** Given data follows **

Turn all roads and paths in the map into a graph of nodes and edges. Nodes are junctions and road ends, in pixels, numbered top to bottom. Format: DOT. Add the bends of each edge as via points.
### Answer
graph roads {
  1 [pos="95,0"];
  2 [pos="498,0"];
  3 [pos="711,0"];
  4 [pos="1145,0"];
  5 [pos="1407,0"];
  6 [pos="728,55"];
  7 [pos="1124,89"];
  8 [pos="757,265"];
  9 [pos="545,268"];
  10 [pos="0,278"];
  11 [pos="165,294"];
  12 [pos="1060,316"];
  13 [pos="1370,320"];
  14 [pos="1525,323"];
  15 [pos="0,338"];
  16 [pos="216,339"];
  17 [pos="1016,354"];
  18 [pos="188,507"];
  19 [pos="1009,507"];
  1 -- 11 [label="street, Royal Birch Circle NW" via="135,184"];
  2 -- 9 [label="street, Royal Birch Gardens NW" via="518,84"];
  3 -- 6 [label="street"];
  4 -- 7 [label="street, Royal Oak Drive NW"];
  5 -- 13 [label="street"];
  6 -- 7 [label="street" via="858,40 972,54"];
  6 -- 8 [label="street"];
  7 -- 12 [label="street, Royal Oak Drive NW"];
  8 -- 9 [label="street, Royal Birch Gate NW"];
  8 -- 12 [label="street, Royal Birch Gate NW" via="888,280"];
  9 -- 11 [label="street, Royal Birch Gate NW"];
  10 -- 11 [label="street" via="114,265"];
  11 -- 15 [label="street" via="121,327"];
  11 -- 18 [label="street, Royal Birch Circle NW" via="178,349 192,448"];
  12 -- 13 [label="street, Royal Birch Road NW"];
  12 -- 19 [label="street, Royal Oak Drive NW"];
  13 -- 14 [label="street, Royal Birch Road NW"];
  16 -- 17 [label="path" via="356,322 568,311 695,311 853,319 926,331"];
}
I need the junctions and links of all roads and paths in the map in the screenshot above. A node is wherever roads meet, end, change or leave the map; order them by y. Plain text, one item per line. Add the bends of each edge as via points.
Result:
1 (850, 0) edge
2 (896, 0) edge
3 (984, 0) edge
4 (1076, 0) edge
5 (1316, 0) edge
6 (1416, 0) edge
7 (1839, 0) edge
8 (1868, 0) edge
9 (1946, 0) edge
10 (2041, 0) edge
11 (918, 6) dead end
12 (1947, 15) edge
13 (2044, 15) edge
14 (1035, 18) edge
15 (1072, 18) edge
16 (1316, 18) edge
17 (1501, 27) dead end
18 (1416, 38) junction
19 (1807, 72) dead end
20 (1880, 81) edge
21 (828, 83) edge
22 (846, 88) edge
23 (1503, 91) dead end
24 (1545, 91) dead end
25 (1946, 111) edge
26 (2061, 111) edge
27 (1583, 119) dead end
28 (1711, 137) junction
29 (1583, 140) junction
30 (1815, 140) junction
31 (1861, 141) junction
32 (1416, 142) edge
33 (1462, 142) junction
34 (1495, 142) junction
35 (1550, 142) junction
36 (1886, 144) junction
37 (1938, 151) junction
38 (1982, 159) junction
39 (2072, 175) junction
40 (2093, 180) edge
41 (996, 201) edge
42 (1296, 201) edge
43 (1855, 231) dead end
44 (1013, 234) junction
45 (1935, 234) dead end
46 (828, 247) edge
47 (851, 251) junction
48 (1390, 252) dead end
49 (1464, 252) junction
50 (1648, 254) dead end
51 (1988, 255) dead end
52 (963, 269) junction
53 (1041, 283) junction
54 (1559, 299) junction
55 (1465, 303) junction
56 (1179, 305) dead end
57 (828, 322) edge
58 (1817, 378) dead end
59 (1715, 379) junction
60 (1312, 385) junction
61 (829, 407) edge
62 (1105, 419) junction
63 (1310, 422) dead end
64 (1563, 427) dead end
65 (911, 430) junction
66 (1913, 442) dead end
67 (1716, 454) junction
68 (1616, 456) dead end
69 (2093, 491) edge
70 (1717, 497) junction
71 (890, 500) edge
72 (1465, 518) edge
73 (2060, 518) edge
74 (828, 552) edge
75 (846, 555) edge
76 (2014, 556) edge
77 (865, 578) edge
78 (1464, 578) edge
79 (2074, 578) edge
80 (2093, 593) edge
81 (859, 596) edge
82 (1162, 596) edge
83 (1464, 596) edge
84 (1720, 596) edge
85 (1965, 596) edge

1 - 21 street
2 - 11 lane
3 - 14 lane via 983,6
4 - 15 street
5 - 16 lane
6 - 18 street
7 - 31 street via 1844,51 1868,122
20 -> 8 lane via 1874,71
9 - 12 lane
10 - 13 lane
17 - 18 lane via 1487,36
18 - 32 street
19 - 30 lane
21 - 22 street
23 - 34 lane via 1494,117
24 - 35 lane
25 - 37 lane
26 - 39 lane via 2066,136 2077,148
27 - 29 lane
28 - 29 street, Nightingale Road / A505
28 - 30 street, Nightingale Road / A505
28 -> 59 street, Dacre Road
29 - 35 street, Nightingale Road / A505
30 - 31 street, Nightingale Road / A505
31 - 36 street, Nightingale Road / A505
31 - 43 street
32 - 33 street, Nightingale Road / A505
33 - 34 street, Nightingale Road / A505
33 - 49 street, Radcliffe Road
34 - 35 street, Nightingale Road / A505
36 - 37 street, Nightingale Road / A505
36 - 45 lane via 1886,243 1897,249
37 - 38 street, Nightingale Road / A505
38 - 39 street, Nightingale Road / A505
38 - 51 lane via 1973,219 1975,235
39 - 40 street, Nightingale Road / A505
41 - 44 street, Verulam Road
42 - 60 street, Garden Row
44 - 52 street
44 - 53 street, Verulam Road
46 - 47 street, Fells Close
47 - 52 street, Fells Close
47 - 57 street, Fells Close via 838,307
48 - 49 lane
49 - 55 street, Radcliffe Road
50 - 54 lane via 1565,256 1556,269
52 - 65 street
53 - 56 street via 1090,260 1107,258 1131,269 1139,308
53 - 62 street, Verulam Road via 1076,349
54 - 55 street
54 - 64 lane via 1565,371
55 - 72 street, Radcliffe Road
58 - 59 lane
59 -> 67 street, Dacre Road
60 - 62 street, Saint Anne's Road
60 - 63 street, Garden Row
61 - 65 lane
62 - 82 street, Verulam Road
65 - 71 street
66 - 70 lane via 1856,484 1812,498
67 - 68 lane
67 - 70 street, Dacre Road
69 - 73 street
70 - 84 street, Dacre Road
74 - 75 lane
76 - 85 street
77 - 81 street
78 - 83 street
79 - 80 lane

** End of Given data **

Exercise aim: The listing must be repeated in full, with nothing altered.

Reply:
Turn all roads and paths in the map into a graph of nodes and edges. Nodes are junctions and road ends, in pixels, numbered top to bottom. Format: DOT. Add the bends of each edge as via points.
### Answer
graph roads {
  1 [pos="95,0"];
  2 [pos="498,0"];
  3 [pos="711,0"];
  4 [pos="1145,0"];
  5 [pos="1407,0"];
  6 [pos="728,55"];
  7 [pos="1124,89"];
  8 [pos="757,265"];
  9 [pos="545,268"];
  10 [pos="0,278"];
  11 [pos="165,294"];
  12 [pos="1060,316"];
  13 [pos="1370,320"];
  14 [pos="1525,323"];
  15 [pos="0,338"];
  16 [pos="216,339"];
  17 [pos="1016,354"];
  18 [pos="188,507"];
  19 [pos="1009,507"];
  1 -- 11 [label="street, Royal Birch Circle NW" via="135,184"];
  2 -- 9 [label="street, Royal Birch Gardens NW" via="518,84"];
  3 -- 6 [label="street"];
  4 -- 7 [label="street, Royal Oak Drive NW"];
  5 -- 13 [label="street"];
  6 -- 7 [label="street" via="858,40 972,54"];
  6 -- 8 [label="street"];
  7 -- 12 [label="street, Royal Oak Drive NW"];
  8 -- 9 [label="street, Royal Birch Gate NW"];
  8 -- 12 [label="street, Royal Birch Gate NW" via="888,280"];
  9 -- 11 [label="street, Royal Birch Gate NW"];
  10 -- 11 [label="street" via="114,265"];
  11 -- 15 [label="street" via="121,327"];
  11 -- 18 [label="street, Royal Birch Circle NW" via="178,349 192,448"];
  12 -- 13 [label="street, Royal Birch Road NW"];
  12 -- 19 [label="street, Royal Oak Drive NW"];
  13 -- 14 [label="street, Royal Birch Road NW"];
  16 -- 17 [label="path" via="356,322 568,311 695,311 853,319 926,331"];
}
I need the junctions and links of all roads and paths in the map in the screenshot above. A node is wherever roads meet, end, change or leave the map; order them by y. Plain text, one item per line. Add the bends of each edge as via points.
Result:
1 (850, 0) edge
2 (896, 0) edge
3 (984, 0) edge
4 (1076, 0) edge
5 (1316, 0) edge
6 (1416, 0) edge
7 (1839, 0) edge
8 (1868, 0) edge
9 (1946, 0) edge
10 (2041, 0) edge
11 (918, 6) dead end
12 (1947, 15) edge
13 (2044, 15) edge
14 (1035, 18) edge
15 (1072, 18) edge
16 (1316, 18) edge
17 (1501, 27) dead end
18 (1416, 38) junction
19 (1807, 72) dead end
20 (1880, 81) edge
21 (828, 83) edge
22 (846, 88) edge
23 (1503, 91) dead end
24 (1545, 91) dead end
25 (1946, 111) edge
26 (2061, 111) edge
27 (1583, 119) dead end
28 (1711, 137) junction
29 (1583, 140) junction
30 (1815, 140) junction
31 (1861, 141) junction
32 (1416, 142) edge
33 (1462, 142) junction
34 (1495, 142) junction
35 (1550, 142) junction
36 (1886, 144) junction
37 (1938, 151) junction
38 (1982, 159) junction
39 (2072, 175) junction
40 (2093, 180) edge
41 (996, 201) edge
42 (1296, 201) edge
43 (1855, 231) dead end
44 (1013, 234) junction
45 (1935, 234) dead end
46 (828, 247) edge
47 (851, 251) junction
48 (1390, 252) dead end
49 (1464, 252) junction
50 (1648, 254) dead end
51 (1988, 255) dead end
52 (963, 269) junction
53 (1041, 283) junction
54 (1559, 299) junction
55 (1465, 303) junction
56 (1179, 305) dead end
57 (828, 322) edge
58 (1817, 378) dead end
59 (1715, 379) junction
60 (1312, 385) junction
61 (829, 407) edge
62 (1105, 419) junction
63 (1310, 422) dead end
64 (1563, 427) dead end
65 (911, 430) junction
66 (1913, 442) dead end
67 (1716, 454) junction
68 (1616, 456) dead end
69 (2093, 491) edge
70 (1717, 497) junction
71 (890, 500) edge
72 (1465, 518) edge
73 (2060, 518) edge
74 (828, 552) edge
75 (846, 555) edge
76 (2014, 556) edge
77 (865, 578) edge
78 (1464, 578) edge
79 (2074, 578) edge
80 (2093, 593) edge
81 (859, 596) edge
82 (1162, 596) edge
83 (1464, 596) edge
84 (1720, 596) edge
85 (1965, 596) edge

1 - 21 street
2 - 11 lane
3 - 14 lane via 983,6
4 - 15 street
5 - 16 lane
6 - 18 street
7 - 31 street via 1844,51 1868,122
20 -> 8 lane via 1874,71
9 - 12 lane
10 - 13 lane
17 - 18 lane via 1487,36
18 - 32 street
19 - 30 lane
21 - 22 street
23 - 34 lane via 1494,117
24 - 35 lane
25 - 37 lane
26 - 39 lane via 2066,136 2077,148
27 - 29 lane
28 - 29 street, Nightingale Road / A505
28 - 30 street, Nightingale Road / A505
28 -> 59 street, Dacre Road
29 - 35 street, Nightingale Road / A505
30 - 31 street, Nightingale Road / A505
31 - 36 street, Nightingale Road / A505
31 - 43 street
32 - 33 street, Nightingale Road / A505
33 - 34 street, Nightingale Road / A505
33 - 49 street, Radcliffe Road
34 - 35 street, Nightingale Road / A505
36 - 37 street, Nightingale Road / A505
36 - 45 lane via 1886,243 1897,249
37 - 38 street, Nightingale Road / A505
38 - 39 street, Nightingale Road / A505
38 - 51 lane via 1973,219 1975,235
39 - 40 street, Nightingale Road / A505
41 - 44 street, Verulam Road
42 - 60 street, Garden Row
44 - 52 street
44 - 53 street, Verulam Road
46 - 47 street, Fells Close
47 - 52 street, Fells Close
47 - 57 street, Fells Close via 838,307
48 - 49 lane
49 - 55 street, Radcliffe Road
50 - 54 lane via 1565,256 1556,269
52 - 65 street
53 - 56 street via 1090,260 1107,258 1131,269 1139,308
53 - 62 street, Verulam Road via 1076,349
54 - 55 street
54 - 64 lane via 1565,371
55 - 72 street, Radcliffe Road
58 - 59 lane
59 -> 67 street, Dacre Road
60 - 62 street, Saint Anne's Road
60 - 63 street, Garden Row
61 - 65 lane
62 - 82 street, Verulam Road
65 - 71 street
66 - 70 lane via 1856,484 1812,498
67 - 68 lane
67 - 70 street, Dacre Road
69 - 73 street
70 - 84 street, Dacre Road
74 - 75 lane
76 - 85 street
77 - 81 street
78 - 83 street
79 - 80 lane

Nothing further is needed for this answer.